VCRM best practice: AI vendors should be treated as critical value-chain dependencies. Their models, data sources, cybersecurity posture, audit rights, change logs, exception records, and decision logs should be governed with the same discipline applied to other high-risk third parties. This fits the VCRM control logic around digital resilience, traceability, evidence integrity, monitoring, escalation, and response.

VCRM Is the Operating Answer

Most supply chain discussions still focus on efficiency and resilience. Those priorities matter but often stop short of the full value chain: suppliers, intermediaries, logistics routes, customers, end users, and exposed markets. That gap matters as enforcement pressure, geopolitical disruption, and AI-enabled tools turn more disputes into questions of evidence, auditability, decision rights, and control.
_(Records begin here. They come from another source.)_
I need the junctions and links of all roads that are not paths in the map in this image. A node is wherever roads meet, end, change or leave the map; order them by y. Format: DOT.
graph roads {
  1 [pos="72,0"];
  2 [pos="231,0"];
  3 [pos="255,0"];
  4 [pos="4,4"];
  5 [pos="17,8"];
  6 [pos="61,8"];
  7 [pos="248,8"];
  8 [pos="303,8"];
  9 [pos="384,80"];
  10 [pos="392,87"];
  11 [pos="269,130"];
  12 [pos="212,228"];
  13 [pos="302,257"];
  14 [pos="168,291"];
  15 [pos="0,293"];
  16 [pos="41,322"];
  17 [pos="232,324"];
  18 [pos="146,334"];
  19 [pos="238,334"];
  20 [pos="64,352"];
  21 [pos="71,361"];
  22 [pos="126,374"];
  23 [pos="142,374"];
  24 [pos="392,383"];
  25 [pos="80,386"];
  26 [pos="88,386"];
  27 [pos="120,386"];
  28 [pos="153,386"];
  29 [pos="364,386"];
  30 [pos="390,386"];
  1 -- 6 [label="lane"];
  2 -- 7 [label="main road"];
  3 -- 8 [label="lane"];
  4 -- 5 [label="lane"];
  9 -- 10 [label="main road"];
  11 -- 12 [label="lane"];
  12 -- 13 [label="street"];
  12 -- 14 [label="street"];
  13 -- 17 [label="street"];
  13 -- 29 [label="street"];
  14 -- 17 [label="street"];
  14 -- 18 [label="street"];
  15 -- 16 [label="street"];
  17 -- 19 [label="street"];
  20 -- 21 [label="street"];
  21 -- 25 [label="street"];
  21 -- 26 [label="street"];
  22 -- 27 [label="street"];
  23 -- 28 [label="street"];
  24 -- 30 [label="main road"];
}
Companies can position themselves for this environment by connecting visibility to proof and response: mapped dependencies beyond tier 1, validated ownership and origin, tested route and transaction logic, preserved records, clear escalation triggers, and sourcing, insurance, financing, customer, and inventory decisions made before a dispute hardens.

The VCRM framework gives companies a way to reconstruct transactions, explain decisions, identify approvals, and produce the record needed when a customs detention, sanctions inquiry, insurance claim, government-contract review, or litigation demand arrives.

The stakes are high. Companies that can’t provide substantive proof may solve the commercial problem but lose the evidentiary one.